Figure 3 shows a pathological partial response to HDIFX.

Fig. 3
figure 3

On haematoxylin and eosin staining, a pathologic partial response in a patient treated with six cycles of high-dose ifosfamide. a A thoracic wall metastasis from a myxofibrosarcoma arising from the thoracic wall at baseline. b In high power and c the pathologic partial response after 6 months of treatment with high-dose ifosfamide with areas of necrosis included both vascular and avascular pattern and vital areas

Discussion

In a retrospective study on a series of 34 consecutive patients with progressing advanced myxofibrosarcoma treated with chemotherapy on a 15-year span, we observed a 30% PR rate, with a median PFS of 4 months with two chemotherapy regimens commonly used in other soft tissue sarcomas. In our series, the patients were relatively young, and the retrospectivity of the analysis makes it hard to transpose data on toxicity of these two regimens to the general population.

The benefit of multi-agent compared to single agent anthracycline-based first line chemotherapy for advanced soft tissue sarcomas remains controversial. In the biggest randomized prospective trial, the combination of doxorubicin and ifosfamide was associated with higher response rates, but a non-significant overall survival benefit [24]. However, upfront combination chemotherapy may be of benefit, even considering the increased toxicity, for selected patients, e.g. those with a high tumor burden requiring a prompt tumor shrinkage or those with a fast-growing disease, in need of obtaining a response. In terms of responses to anthracycline and ifosfamide, our results point to an antitumor activity similar to advanced soft tissue sarcomas in general [24]. However, PFS was markedly low in our series. The limited number of patients makes it difficult to speculate on this.

HDIFX is often used as a salvage regimen in synovial sarcoma and dedifferentiated liposarcoma, even in patients previously treated with standard-dose ifosfamide [25,26,27,28,29]. Furthermore, if compared with the classic ifosfamide schedule, the administration in the external portable device in a prolonged 14-days continuous infusion shows an excellent tolerability. Main toxicities are represented by mild to moderate nausea and vomiting, while myelosuppression, neurotoxicity and acute kidney failure are infrequent.

In our series, the anti-tumor activity of HDIFX as second/further chemotherapy line in myxofibrosarcoma was apparently higher than in other soft tissue sarcomas [26,27,28,30].
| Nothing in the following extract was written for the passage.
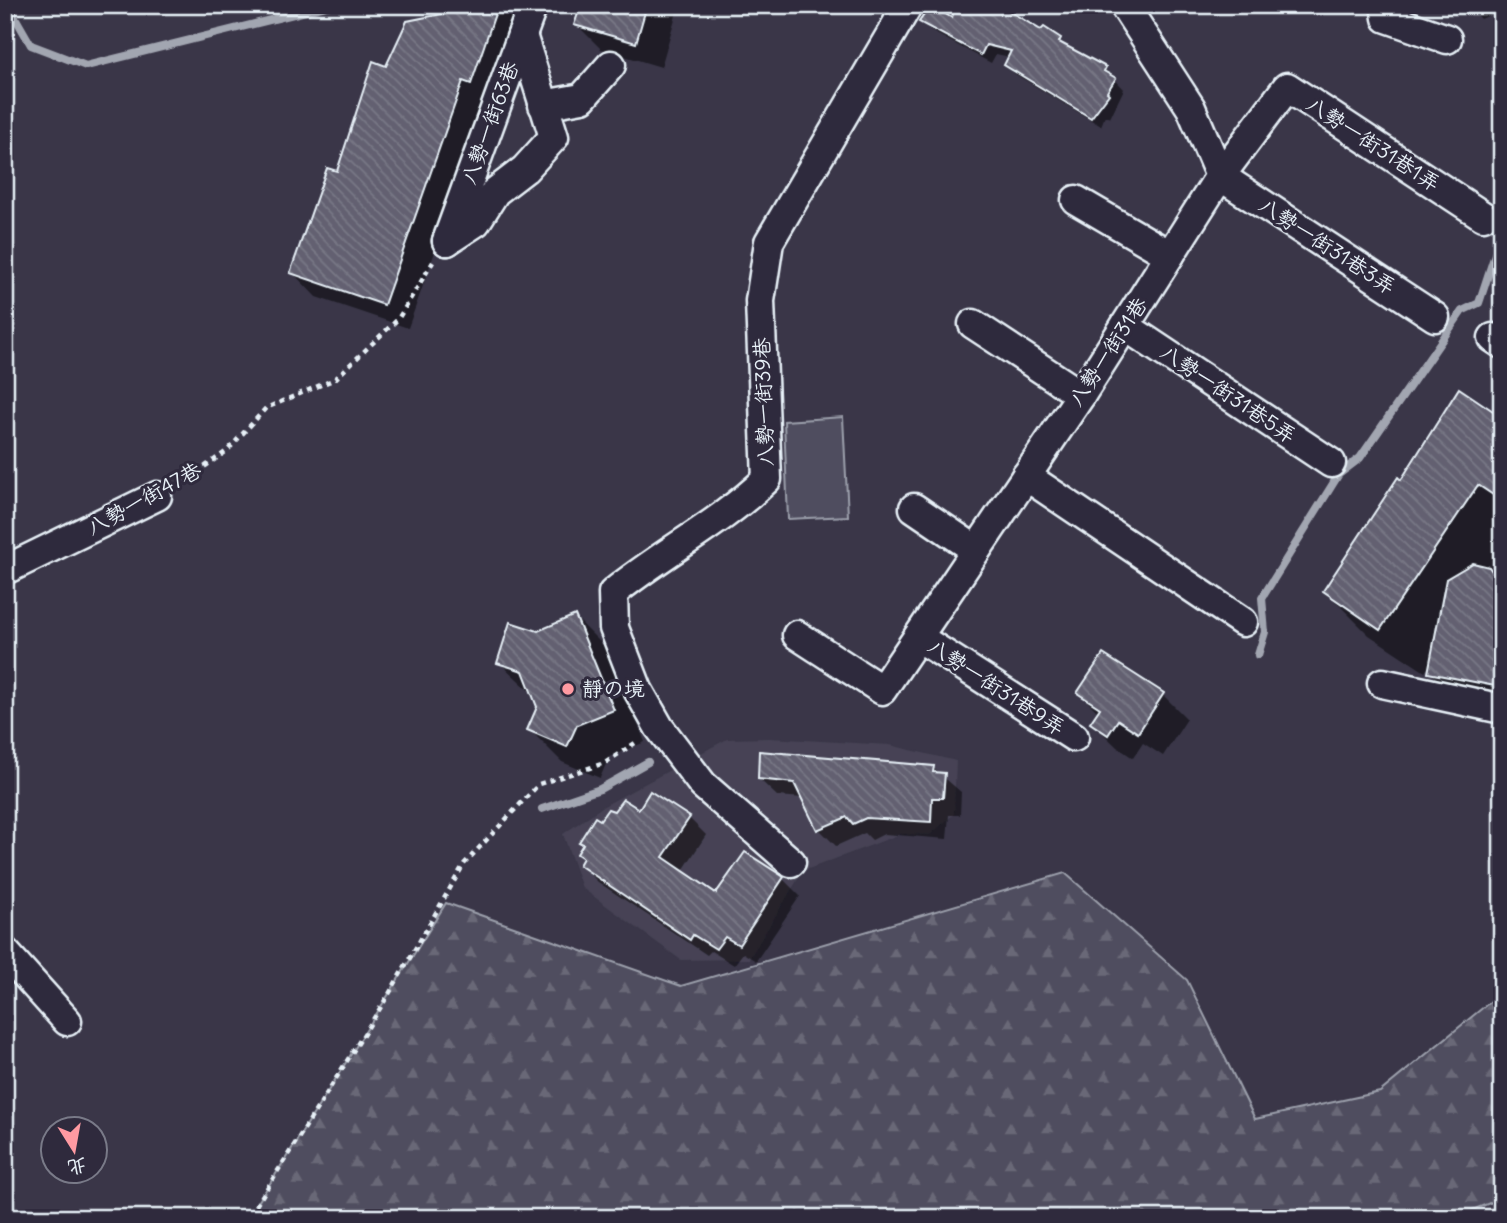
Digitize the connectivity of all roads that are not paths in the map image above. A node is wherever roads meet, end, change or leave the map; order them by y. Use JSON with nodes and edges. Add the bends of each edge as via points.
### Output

Among 28 patients treated with HDIFX in second/further line, the PR rate was 36% and median PFS was 4 months. We reported a similar PR rate for continuous-infusion HDIFX in well differentiated/dedifferentiated liposarcomas [25]. Nine patients were pretreated with first-line epirubicin–ifosfamide and we observed 4 PR (31% RECIST PR) out of 13 patients evaluable for response. Thus, high-dose ifosfamide was still active in patients pre-treated with anthracyclines and standard-dose ifosfamide. Again, however, median PFS was low. The previous exposure to ifosfamide may, in part, explain these results.

In advanced soft tissue sarcomas, standard chemotherapy is based on anthracyclines as the first-line treatment and the sequencing of second-line, third-line and fourth-line treatments remains open to debate [13, 31, 32]. Histological diagnosis can help guide the sequence of treatments [32]. Indeed, a histology-driven choice is feasible in some histologies (e.g., paclitaxel for angiosarcoma, gemcitabine for leiomyosarcoma, trabectedin for myxoid liposarcoma, etc.). In this perspective, the reasonably interesting PR rate seen with continuous-infusion HDIFX may be of interest.

Conclusions

This was a retrospective analysis in a relatively young small population of patients over a 15-year span. However, among soft tissue sarcomas, myxofibrosarcoma represents a rare subtype. No data are reported so far on the activity of chemotherapy and no prospective neither retrospective studies focusing on its medical treatment are available. Obviously, it is difficult to conceive prospective studies in such a rare subtype. In this sense, this report adds some information which may assist the clinicians in the choice of regimens. However, the low PFS implies that we are in need for new therapies for such a histology, when a medical treatment is required.